Wayne Winston has consulted for several Fortune 500 clients, developed the statistics tracking and rating system used by the Dallas Mavericks, is a two-time Jeopardy champion, has a PhD in Operations Research from Yale University, and holds numerous teaching awards. He's also written several books, including Mathletics, Microsoft Excel 2010 Data Analysis and Business Modeling, Practical Management Science, and Spreadsheet Modeling.
One of his books, Marketing Analytics, was included in the Top 25 Analytics Books to Read in 2016, and centers on data-driven techniques with Microsoft Excel. I had the chance to sit down with Winston and dig deeper into analytics while also getting some great business tips for young data scientists to get in the game. Check it out:
Tech.Co: Your book Marketing Analytics, focuses on Microsoft Excel to solve real world business problems. Why Microsoft Excel? Also, do you think the classic spreadsheet still has as much to offer data analysts and business owners as the newer marketing tools today, say for example, Google Analytics?
Wayne Winston: Most MBAs and business school grads know Excel so it is easy to teach them advanced Excel ideas that let them perform the key tasks in analytics. The learning curve is small. Also, in Excel you can see how the data looks and how transformations of the data look. This makes it easier, I think, to understand what the computer is doing.
I do think the “black belt” business analyst needs to be able to program in Python, R, and Java as well as have a deep knowledge of data mining. The problem is most business analysts do not have a programming background although they can pick it up through Lynda.com or other sites. Excel makes it easier for these business school grads to get started.
Excel add ins like XLMINER, XLSTAT and Stattools also make it easy to do most of what SAS, R, and other packages do. In summary I think the Excel approach takes more people further and more quickly than the other approaches to analytics. Most organizations, however, need analysts with strong Excel skills and the more advanced analytic skills.
Tech.Co: You, yourself have a PhD in Operations Research from Yale University, yet you write for those without such an extensive background in the field. Where do you believe business owners and data analysts need to start in order to better understand their customers and improve results?
Winston: I am biased but I think books like my Practical Management Science, Marketing Analytics, and Microsoft Excel Data Analysis and Business Modeling can get a person started. Then I think to become a black belt you need to be strong in programming, mathematical statistics, optimization, and simulation. There are many online masters programs that develop these competencies.

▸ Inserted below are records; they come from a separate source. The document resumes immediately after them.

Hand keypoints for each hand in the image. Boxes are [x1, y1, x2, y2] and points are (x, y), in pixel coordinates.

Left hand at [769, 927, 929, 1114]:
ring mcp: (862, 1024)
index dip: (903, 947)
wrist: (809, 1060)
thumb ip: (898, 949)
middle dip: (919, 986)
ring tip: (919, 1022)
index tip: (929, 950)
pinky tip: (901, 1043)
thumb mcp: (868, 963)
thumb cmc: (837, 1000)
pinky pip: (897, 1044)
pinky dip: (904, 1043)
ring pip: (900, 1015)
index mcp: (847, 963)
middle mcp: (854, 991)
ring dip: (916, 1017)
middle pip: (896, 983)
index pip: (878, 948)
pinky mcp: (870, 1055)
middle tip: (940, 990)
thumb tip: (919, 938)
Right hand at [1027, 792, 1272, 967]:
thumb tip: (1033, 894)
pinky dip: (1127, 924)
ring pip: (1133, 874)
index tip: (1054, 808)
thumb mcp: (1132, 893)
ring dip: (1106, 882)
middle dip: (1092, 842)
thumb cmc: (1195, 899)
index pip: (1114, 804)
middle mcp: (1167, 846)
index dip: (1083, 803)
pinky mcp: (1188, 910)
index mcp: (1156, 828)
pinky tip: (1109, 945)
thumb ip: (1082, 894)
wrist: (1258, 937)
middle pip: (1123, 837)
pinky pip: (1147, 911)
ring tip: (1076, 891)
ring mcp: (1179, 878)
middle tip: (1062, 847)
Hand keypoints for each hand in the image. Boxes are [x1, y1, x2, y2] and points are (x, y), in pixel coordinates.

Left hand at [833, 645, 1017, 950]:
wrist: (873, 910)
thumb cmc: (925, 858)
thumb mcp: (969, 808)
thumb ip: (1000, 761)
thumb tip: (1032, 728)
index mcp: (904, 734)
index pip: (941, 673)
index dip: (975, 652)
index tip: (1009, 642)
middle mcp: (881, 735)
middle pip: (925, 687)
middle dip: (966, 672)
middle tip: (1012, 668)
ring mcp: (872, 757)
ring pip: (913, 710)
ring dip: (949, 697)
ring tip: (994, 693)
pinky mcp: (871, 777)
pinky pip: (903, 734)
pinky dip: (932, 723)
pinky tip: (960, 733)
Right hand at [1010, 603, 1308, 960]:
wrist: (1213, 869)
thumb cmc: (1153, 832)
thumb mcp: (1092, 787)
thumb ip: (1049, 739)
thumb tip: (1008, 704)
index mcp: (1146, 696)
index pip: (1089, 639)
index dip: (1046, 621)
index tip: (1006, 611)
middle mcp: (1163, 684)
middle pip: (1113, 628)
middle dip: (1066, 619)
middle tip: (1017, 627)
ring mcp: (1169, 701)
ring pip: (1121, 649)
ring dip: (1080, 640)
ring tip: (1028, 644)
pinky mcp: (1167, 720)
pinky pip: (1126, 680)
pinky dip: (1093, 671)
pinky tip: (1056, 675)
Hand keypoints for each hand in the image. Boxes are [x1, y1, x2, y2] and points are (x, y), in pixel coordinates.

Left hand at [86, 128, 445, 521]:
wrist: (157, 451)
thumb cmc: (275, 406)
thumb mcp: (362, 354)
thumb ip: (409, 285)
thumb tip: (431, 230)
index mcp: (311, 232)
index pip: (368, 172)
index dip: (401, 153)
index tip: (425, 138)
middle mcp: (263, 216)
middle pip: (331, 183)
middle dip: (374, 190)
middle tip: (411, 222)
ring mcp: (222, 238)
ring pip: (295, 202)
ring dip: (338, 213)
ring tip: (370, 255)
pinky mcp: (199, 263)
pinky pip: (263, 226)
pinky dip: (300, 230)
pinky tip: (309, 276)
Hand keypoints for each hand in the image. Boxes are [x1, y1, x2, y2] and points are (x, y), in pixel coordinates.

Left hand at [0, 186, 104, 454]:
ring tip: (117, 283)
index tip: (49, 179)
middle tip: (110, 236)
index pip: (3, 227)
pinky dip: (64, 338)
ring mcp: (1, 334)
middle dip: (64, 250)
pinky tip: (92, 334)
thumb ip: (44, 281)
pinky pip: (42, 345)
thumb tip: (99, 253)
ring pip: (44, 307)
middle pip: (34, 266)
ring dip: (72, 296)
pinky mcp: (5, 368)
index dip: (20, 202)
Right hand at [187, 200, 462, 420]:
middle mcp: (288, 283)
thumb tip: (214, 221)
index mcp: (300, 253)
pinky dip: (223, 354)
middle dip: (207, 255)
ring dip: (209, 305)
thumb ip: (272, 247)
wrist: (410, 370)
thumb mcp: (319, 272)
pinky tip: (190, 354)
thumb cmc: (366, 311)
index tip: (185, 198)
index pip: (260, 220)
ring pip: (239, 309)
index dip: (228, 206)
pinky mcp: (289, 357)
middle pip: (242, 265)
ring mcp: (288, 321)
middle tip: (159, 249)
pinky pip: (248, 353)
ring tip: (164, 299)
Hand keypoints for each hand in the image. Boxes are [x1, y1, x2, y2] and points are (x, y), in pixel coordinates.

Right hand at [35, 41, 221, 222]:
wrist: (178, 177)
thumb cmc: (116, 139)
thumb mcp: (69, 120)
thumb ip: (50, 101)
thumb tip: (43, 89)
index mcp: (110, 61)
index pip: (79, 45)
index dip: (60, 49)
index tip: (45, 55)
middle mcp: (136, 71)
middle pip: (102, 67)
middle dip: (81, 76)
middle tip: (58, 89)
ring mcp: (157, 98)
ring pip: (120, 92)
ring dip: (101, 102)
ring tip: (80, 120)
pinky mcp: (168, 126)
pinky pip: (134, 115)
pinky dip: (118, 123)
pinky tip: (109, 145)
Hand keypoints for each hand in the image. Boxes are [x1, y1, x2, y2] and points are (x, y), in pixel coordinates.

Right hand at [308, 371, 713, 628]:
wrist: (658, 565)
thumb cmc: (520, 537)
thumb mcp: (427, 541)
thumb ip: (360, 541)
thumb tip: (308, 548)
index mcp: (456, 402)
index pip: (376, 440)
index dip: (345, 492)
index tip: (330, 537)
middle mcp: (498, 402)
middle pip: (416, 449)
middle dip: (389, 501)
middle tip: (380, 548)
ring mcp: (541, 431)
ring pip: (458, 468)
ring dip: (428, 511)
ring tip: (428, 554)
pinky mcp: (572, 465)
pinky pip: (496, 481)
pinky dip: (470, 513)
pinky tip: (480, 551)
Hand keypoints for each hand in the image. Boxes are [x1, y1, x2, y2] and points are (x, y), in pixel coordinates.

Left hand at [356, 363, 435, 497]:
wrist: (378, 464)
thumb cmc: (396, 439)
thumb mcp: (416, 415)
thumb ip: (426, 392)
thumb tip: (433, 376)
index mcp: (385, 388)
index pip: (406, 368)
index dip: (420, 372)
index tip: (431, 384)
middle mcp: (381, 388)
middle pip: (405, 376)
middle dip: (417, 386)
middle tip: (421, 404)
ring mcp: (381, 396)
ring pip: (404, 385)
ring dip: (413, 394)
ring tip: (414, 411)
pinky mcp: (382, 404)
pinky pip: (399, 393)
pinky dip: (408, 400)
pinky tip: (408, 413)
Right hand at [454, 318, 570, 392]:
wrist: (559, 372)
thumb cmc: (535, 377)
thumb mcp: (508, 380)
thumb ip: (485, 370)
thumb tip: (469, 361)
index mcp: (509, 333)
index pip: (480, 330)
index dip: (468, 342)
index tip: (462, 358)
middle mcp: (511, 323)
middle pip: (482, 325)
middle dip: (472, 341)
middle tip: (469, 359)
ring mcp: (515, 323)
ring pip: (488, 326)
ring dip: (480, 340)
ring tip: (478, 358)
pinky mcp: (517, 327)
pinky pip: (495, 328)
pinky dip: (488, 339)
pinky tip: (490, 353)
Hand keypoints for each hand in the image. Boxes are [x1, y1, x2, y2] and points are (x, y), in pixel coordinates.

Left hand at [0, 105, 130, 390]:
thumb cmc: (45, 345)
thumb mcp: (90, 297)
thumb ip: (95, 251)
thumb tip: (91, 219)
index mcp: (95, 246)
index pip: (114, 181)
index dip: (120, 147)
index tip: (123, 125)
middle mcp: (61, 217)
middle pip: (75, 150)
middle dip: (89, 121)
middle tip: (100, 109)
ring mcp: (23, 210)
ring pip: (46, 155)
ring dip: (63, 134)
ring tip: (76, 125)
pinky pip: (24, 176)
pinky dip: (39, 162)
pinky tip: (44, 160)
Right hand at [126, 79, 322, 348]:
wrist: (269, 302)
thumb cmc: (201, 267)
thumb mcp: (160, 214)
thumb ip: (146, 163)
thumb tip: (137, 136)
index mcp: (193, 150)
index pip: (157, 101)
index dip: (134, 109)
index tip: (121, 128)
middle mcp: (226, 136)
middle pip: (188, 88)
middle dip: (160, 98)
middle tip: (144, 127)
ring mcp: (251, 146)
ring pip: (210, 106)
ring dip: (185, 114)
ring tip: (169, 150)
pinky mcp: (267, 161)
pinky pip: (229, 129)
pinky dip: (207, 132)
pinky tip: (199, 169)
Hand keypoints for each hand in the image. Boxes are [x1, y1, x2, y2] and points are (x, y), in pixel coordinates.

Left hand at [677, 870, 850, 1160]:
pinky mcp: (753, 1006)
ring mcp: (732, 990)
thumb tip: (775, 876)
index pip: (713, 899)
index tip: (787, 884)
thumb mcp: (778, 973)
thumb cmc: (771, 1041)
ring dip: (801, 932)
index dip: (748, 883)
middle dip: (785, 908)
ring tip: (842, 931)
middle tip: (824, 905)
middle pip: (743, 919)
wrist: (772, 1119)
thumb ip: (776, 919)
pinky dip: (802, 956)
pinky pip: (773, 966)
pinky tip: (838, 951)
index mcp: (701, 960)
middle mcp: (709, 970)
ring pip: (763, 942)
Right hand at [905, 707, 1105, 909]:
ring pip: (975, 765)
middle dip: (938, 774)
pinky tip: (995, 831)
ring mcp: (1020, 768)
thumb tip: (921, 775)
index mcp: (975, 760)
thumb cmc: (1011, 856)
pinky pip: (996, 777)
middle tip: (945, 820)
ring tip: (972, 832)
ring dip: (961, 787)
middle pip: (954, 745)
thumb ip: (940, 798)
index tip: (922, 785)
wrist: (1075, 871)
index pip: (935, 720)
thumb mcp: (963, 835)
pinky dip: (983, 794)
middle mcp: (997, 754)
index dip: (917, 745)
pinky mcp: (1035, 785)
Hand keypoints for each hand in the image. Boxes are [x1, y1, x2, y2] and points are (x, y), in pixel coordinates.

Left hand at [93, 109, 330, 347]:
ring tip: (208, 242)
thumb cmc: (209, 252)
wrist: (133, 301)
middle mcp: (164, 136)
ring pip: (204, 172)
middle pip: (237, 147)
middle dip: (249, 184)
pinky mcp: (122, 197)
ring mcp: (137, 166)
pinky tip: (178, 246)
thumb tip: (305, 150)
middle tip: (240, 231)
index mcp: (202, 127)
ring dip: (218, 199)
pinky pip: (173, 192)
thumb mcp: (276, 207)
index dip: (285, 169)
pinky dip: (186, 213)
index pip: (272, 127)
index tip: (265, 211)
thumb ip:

Tech.Co: You've consulted for many big-time organisations, including the Dallas Mavericks, Cisco, Microsoft, U.S. Army and Medtronics, but what can small to medium sized businesses learn from analytics, and do you believe on a smaller scale, analytics are just as important for small-time and newly established companies?
Winston: Yes. For example I go to my local bakery and they always run out of my favorite (rice pudding). If they were able to better forecast demand they would run out of less food and have less leftover. I helped our local bank forecast hourly customer counts and use queuing theory to determine the number of tellers needed each hour and schedule the tellers. I helped the local hospital pharmacy develop an Excel program to optimize inventory management for expensive drugs. Excel empowers small organizations with sufficient knowledge to develop tools that will enhance their profitability.
Tech.Co: You're perhaps best known for revolutionizing the way basketball teams rate performance but you've worked on analytics across multiple playing fields (pardon the pun), as an analytics expert do you believe data science is the same across the board or are you essentially doing something entirely different when you work for the New York Knicks vs. the U.S. Navy?
Winston: Most analysts are just involved with reporting but would like to branch out into more advanced analysis and decision-making. At most organizations my job is to improve analyst abilities to improve reporting capabilities. Then we work on improving the more analytic decision-making capabilities of the workforce.
At the Navy, I teach analysts how to use Excel to be more productive at work (mostly developing their reporting capabilities.) For example, one analyst needed to extract cell D1 from every 4th worksheet of a 200 worksheet workbook. She was doing this manually. By pointing to the cells The indirect function automates this process so it takes seconds. For the Knicks and Mavs we developed a new analytic method to rate players and lineups. We also developed a method to optimize lineups. Here we developed a decision making tool that provided new useful information and insights.
Tech.Co: What advice can you give to data analysts just starting out and do you give this same advice to all your students?
Winston: I would urge them to begin by getting good at Excel. Then, I would try and learn more statistics, optimization, and simulation. Then I would try and learn Java, R and Python and explore data mining. Again you probably need a masters in Data Science to develop the latter skills, but coursera.org offers an online certification in Data Science that might be a good way to go for many of your readers. Coursera also offers several Excel based analytics in business courses taught by Wharton faculty.